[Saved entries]
↓↓↓

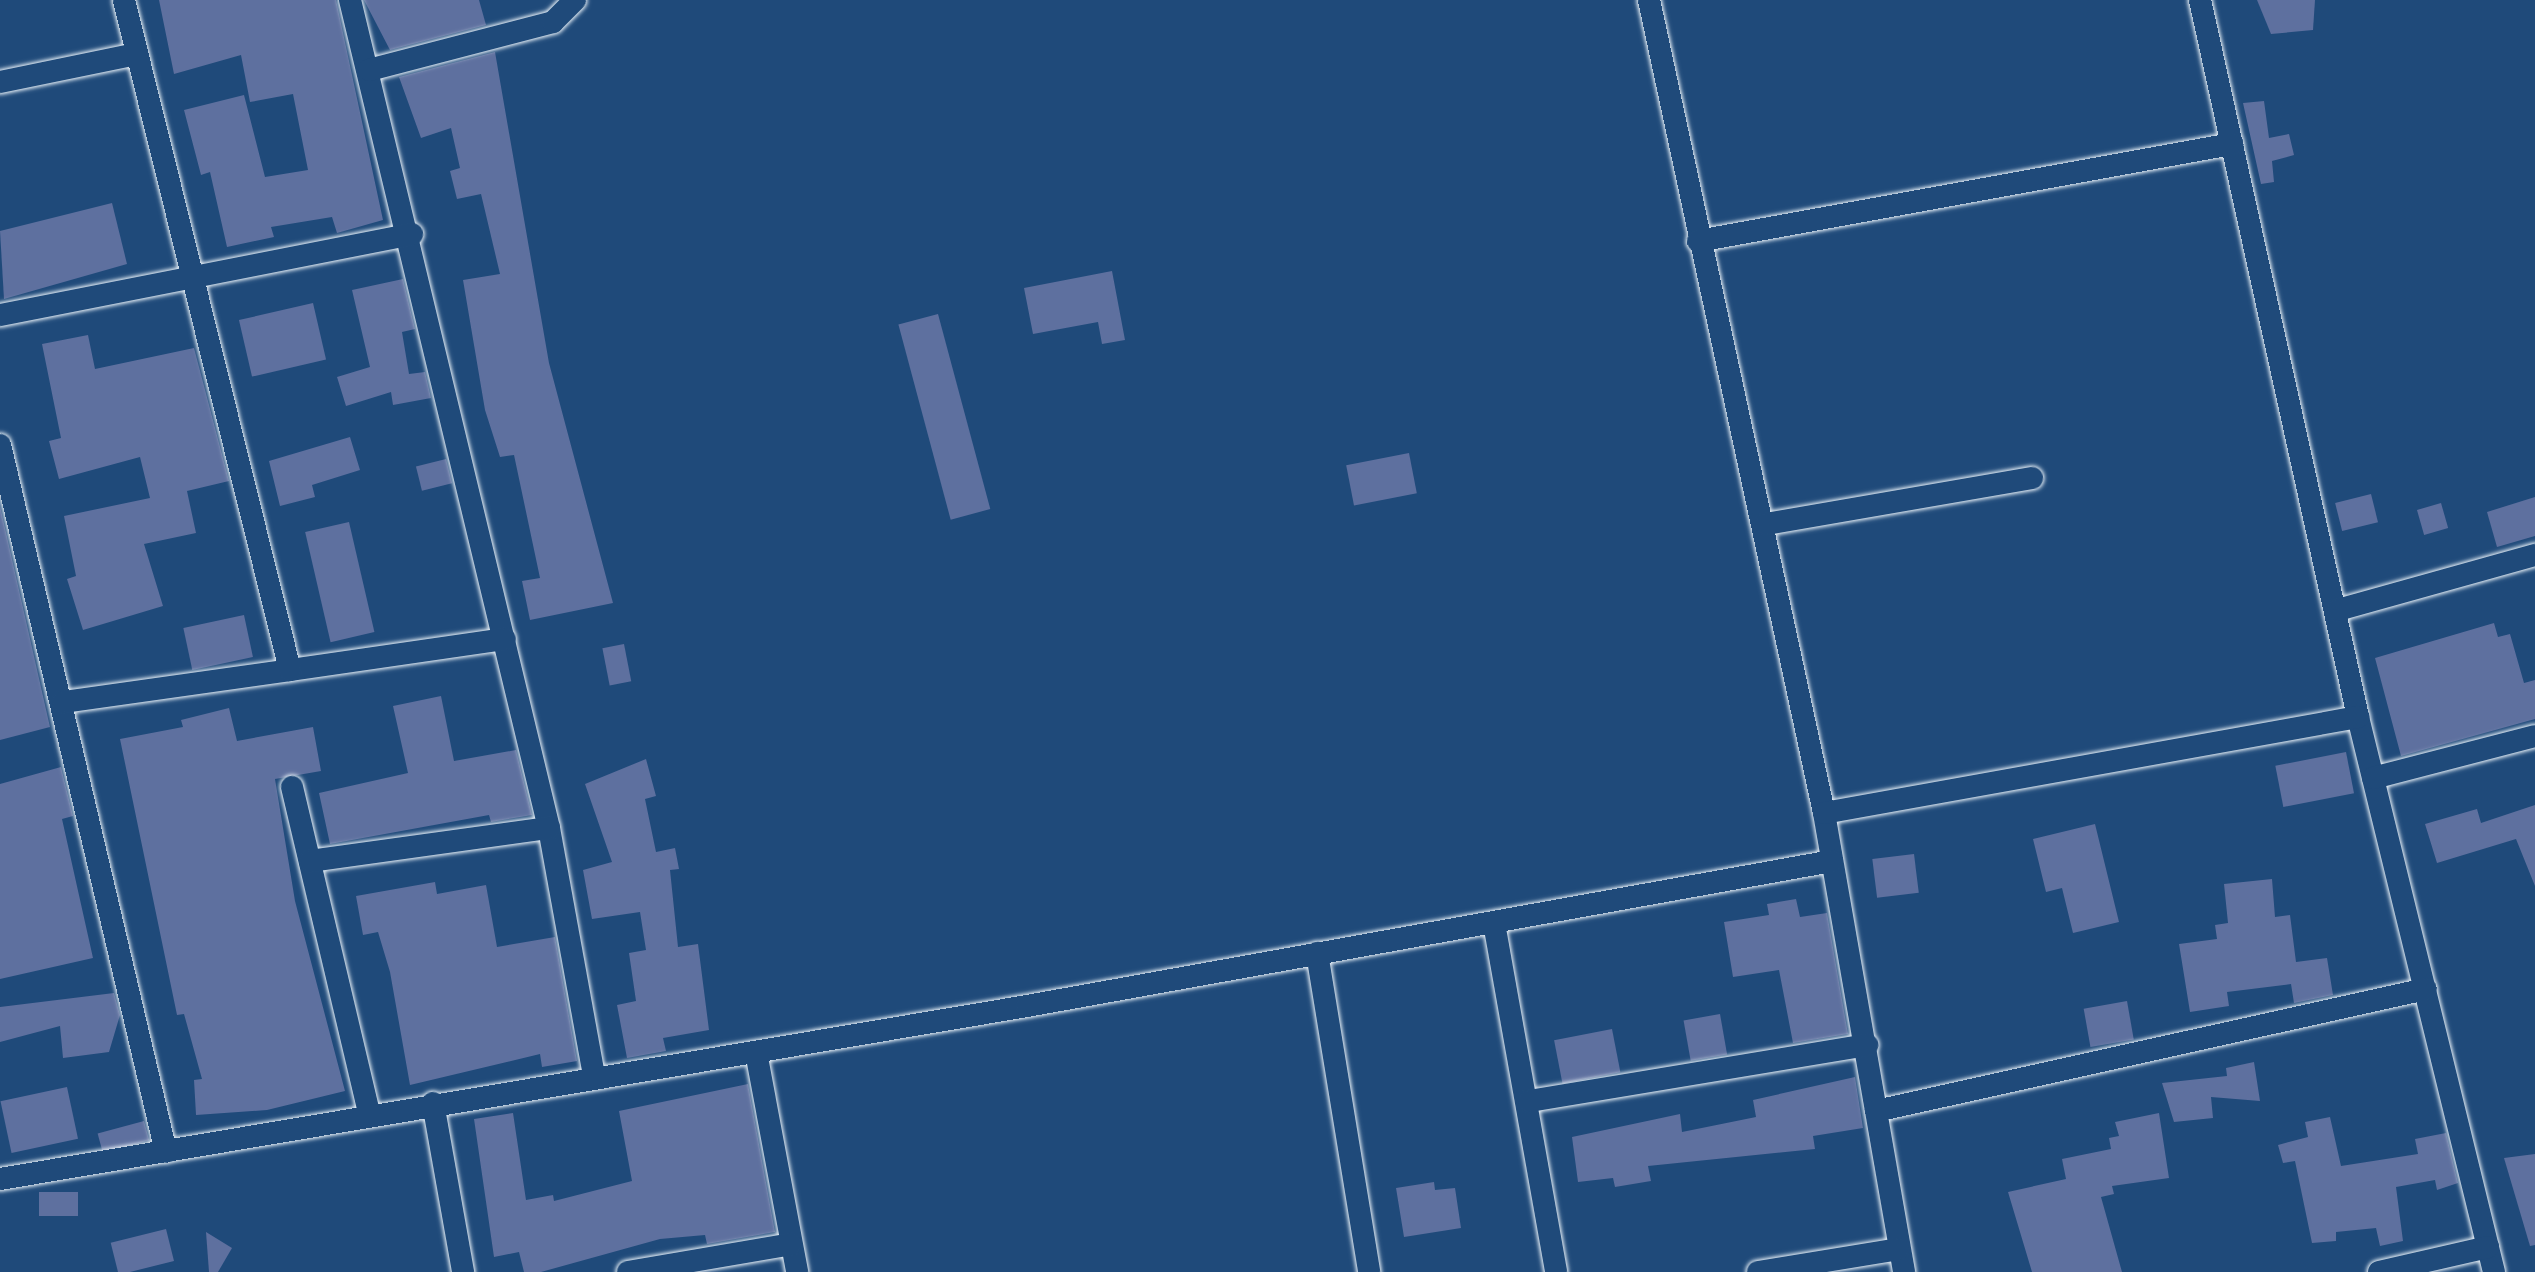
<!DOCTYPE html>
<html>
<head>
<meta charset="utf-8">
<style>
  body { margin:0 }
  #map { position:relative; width:2535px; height:1272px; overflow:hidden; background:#1f4a7a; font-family:Mynerve,sans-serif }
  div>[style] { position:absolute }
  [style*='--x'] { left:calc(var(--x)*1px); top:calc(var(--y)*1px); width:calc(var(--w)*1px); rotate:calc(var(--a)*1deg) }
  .building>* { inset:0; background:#5e709f; transform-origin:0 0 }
  .roads { filter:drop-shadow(0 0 2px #e8f1f8) drop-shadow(0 0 2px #e8f1f8) }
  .minor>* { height:22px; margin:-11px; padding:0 11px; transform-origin:11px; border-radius:11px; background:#1f4a7a }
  span { translate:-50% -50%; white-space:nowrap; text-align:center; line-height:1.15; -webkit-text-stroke:6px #1f4a7a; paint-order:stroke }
</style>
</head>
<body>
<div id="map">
  <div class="building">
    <i style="clip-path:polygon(159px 0,336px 0,383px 220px,337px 233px,332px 217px,271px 227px,274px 237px,227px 247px,210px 172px,201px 175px,184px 110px,244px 95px,265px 177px,308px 170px,293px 94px,250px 102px,241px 55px,174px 74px)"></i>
    <i style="clip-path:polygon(364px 0,479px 0,486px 25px,390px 50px)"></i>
    <i style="clip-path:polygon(2257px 0,2315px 0,2313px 30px,2271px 34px)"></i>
    <i style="clip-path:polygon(495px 52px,549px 363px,613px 603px,530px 620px,522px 581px,540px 578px,514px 455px,500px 457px,485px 410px,463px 280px,500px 274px,481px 194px,457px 199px,450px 171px,460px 168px,451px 128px,421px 138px,399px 77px)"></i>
    <i style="clip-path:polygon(2264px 101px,2269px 138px,2289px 134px,2294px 155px,2272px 161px,2274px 182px,2261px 184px,2243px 103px)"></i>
    <i style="clip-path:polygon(112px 203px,127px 264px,4px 299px,0 231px)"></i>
    <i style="clip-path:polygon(1112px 271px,1125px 340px,1102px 344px,1098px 322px,1033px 334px,1024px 288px)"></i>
    <i style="clip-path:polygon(403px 279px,415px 329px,402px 332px,409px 374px,425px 372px,431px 398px,393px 405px,391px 392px,346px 406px,337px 377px,370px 367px,352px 290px)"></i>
    <i style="left:313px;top:303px;width:58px;height:76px;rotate:77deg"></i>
    <i style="left:938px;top:314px;width:202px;height:41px;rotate:75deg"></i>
    <i style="clip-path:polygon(88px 335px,95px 369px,194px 348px,229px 481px,187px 491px,196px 533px,144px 544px,163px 606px,83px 630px,67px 579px,76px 576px,64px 516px,150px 498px,140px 457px,59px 479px,49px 441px,61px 438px,42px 344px)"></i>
    <i style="clip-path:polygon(350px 437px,360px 470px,312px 485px,315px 497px,280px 506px,269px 461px)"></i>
    <i style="left:1409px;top:453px;width:41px;height:64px;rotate:79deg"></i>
    <i style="left:446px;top:459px;width:25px;height:31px;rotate:76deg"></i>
    <i style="left:2371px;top:494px;width:29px;height:37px;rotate:76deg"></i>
    <i style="clip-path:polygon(2535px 497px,2535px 536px,2497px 547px,2487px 512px)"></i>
    <i style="left:2441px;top:503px;width:26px;height:25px;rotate:74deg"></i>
    <i style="clip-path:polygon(0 506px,50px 727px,0 740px)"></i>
    <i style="left:349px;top:522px;width:113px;height:45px;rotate:77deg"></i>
    <i style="left:244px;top:615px;width:43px;height:62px;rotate:78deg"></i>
    <i style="clip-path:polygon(2494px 623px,2498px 637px,2510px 634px,2524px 683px,2535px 680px,2535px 719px,2401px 756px,2375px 658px)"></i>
    <i style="left:624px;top:644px;width:38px;height:22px;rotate:79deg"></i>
    <i style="clip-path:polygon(441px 696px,454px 761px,516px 750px,532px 815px,491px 822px,489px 815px,330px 844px,319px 793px,408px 773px,393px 706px)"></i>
    <i style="clip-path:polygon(229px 708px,237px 741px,313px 727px,321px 771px,275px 779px,295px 901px,345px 1091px,267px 1110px,196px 1115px,194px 1080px,202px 1079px,184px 1014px,177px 1015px,120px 739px,183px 727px,181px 720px)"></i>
    <i style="left:2346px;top:752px;width:42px;height:72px;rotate:79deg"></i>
    <i style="clip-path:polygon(646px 759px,656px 796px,645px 799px,656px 852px,675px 848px,679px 869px,670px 870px,678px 947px,698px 944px,709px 1030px,663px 1038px,666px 1051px,627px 1058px,617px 1005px,636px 1001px,629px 953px,646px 950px,640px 912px,592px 919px,583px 870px,612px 862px,585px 784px)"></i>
    <i style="clip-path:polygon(61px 767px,73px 816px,62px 819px,93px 958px,0 979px,0 784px)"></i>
    <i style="clip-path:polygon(2535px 805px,2535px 886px,2516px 839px,2437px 863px,2425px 824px,2477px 809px,2481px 823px)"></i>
    <i style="clip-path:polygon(2095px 824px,2119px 922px,2073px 933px,2062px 888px,2046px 892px,2033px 839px)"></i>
    <i style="left:1914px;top:854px;width:39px;height:42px;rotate:83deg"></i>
    <i style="clip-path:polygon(2272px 879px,2275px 917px,2290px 915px,2296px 962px,2327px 958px,2333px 995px,2294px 1003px,2291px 984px,2227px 992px,2229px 1006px,2190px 1012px,2179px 944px,2217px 939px,2215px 925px,2228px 923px,2224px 884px)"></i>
    <i style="clip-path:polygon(435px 882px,437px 894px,486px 885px,497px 947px,555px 937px,577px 1061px,542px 1067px,540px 1054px,410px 1085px,390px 972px,378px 932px,363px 935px,356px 896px)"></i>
    <i style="clip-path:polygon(1796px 899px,1800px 917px,1827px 913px,1848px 1034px,1793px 1043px,1779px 970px,1733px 977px,1724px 922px,1769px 915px,1767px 904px)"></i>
    <i style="clip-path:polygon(114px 993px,120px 1015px,109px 1052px,63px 1058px,60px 1026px,0 1042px,0 1007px)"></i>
    <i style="left:2127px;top:1001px;width:39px;height:44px;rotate:80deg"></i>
    <i style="left:1720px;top:1014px;width:41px;height:37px;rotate:80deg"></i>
    <i style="left:1612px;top:1029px;width:44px;height:59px;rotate:79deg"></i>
    <i style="clip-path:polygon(2254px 1062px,2260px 1101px,2211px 1097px,2213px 1118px,2174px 1122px,2162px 1083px,2227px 1076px,2226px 1068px)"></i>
    <i style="clip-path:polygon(1855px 1077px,1863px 1128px,1813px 1136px,1815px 1149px,1648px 1166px,1651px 1181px,1615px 1187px,1613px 1178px,1578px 1182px,1572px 1137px,1680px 1114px,1682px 1132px,1756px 1117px,1753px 1100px)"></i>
    <i style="clip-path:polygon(748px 1084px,775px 1232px,707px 1244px,705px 1235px,660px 1239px,541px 1272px,524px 1272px,519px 1252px,494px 1257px,474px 1119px,513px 1113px,526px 1200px,553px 1195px,554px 1201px,632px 1181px,619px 1111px)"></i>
    <i style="left:67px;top:1087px;width:53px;height:68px;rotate:78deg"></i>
    <i style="clip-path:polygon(2159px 1113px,2169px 1178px,2112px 1186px,2114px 1194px,2101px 1197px,2122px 1272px,2032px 1272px,2008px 1192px,2066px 1179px,2062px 1159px,2111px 1149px,2109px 1138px,2119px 1136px,2115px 1122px)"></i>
    <i style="clip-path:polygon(2330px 1117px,2341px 1166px,2418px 1154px,2415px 1139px,2446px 1133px,2458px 1183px,2437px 1190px,2435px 1180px,2396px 1187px,2403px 1241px,2380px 1246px,2376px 1228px,2336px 1232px,2336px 1241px,2312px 1243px,2295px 1161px,2283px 1163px,2278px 1145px,2308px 1137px,2305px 1122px)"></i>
    <i style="left:144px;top:1121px;width:20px;height:48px;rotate:75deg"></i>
    <i style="clip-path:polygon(2535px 1154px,2535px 1245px,2530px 1246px,2504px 1158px)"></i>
    <i style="clip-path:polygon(1434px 1182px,1435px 1190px,1455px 1188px,1461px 1228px,1404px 1237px,1396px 1188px)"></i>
    <i style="left:78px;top:1192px;width:24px;height:39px;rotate:90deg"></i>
    <i style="left:166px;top:1229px;width:33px;height:57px;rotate:76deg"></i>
    <i style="clip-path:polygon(206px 1232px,232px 1248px,218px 1272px,209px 1272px)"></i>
  </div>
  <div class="roads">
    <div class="minor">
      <i style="--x:350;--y:0;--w:852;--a:76.49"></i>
      <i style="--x:549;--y:828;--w:251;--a:79.7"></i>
      <i style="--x:1649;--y:0;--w:832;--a:77.85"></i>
      <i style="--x:1824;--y:813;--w:466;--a:80.1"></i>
      <i style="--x:2200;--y:0;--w:734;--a:77.57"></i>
      <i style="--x:2358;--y:717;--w:571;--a:76.23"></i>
      <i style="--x:369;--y:70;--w:190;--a:-14.6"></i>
      <i style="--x:553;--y:22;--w:31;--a:-45"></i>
      <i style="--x:0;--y:82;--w:140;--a:-11.6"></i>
      <i style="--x:1698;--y:241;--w:543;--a:-10.3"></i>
      <i style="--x:0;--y:315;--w:420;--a:-11.1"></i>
      <i style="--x:0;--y:445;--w:726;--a:76.79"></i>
      <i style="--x:1766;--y:524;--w:270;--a:-9.8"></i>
      <i style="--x:2338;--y:610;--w:205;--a:-15.6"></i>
      <i style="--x:290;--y:670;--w:217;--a:-8.2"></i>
      <i style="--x:63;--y:702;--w:229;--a:-8"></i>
      <i style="--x:290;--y:670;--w:690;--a:-103.92"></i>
      <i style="--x:2373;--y:778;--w:167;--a:-14.5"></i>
      <i style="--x:292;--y:787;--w:335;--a:76.7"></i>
      <i style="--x:1824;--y:813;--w:543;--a:-10.19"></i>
      <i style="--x:310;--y:861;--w:241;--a:-7.9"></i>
      <i style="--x:1494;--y:923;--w:354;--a:79.9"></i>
      <i style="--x:1317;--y:953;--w:323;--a:80.7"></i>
      <i style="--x:756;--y:1052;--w:224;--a:79.4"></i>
      <i style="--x:1529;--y:1101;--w:343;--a:-9.4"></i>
      <i style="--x:433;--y:1103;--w:172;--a:79.9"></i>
      <i style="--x:1876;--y:1111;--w:563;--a:-12.51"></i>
      <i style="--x:0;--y:1179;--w:1041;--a:-9.56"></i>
      <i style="--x:1027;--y:1006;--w:818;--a:-10.21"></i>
      <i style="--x:628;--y:1272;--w:165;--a:-9.7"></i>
      <i style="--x:1758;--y:1272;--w:142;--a:-9.3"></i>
      <i style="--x:2379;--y:1272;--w:112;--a:-12.9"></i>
    </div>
  </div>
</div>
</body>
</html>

↑↑↑

▶ [EXERCISE DETAILS]:
When a line in the data contains "position", return it as written.

▶ [OUTPUT FOR THIS EXERCISE]:
  #map { position:relative; width:2535px; height:1272px; overflow:hidden; background:#1f4a7a; font-family:Mynerve,sans-serif }
  div>[style] { position:absolute }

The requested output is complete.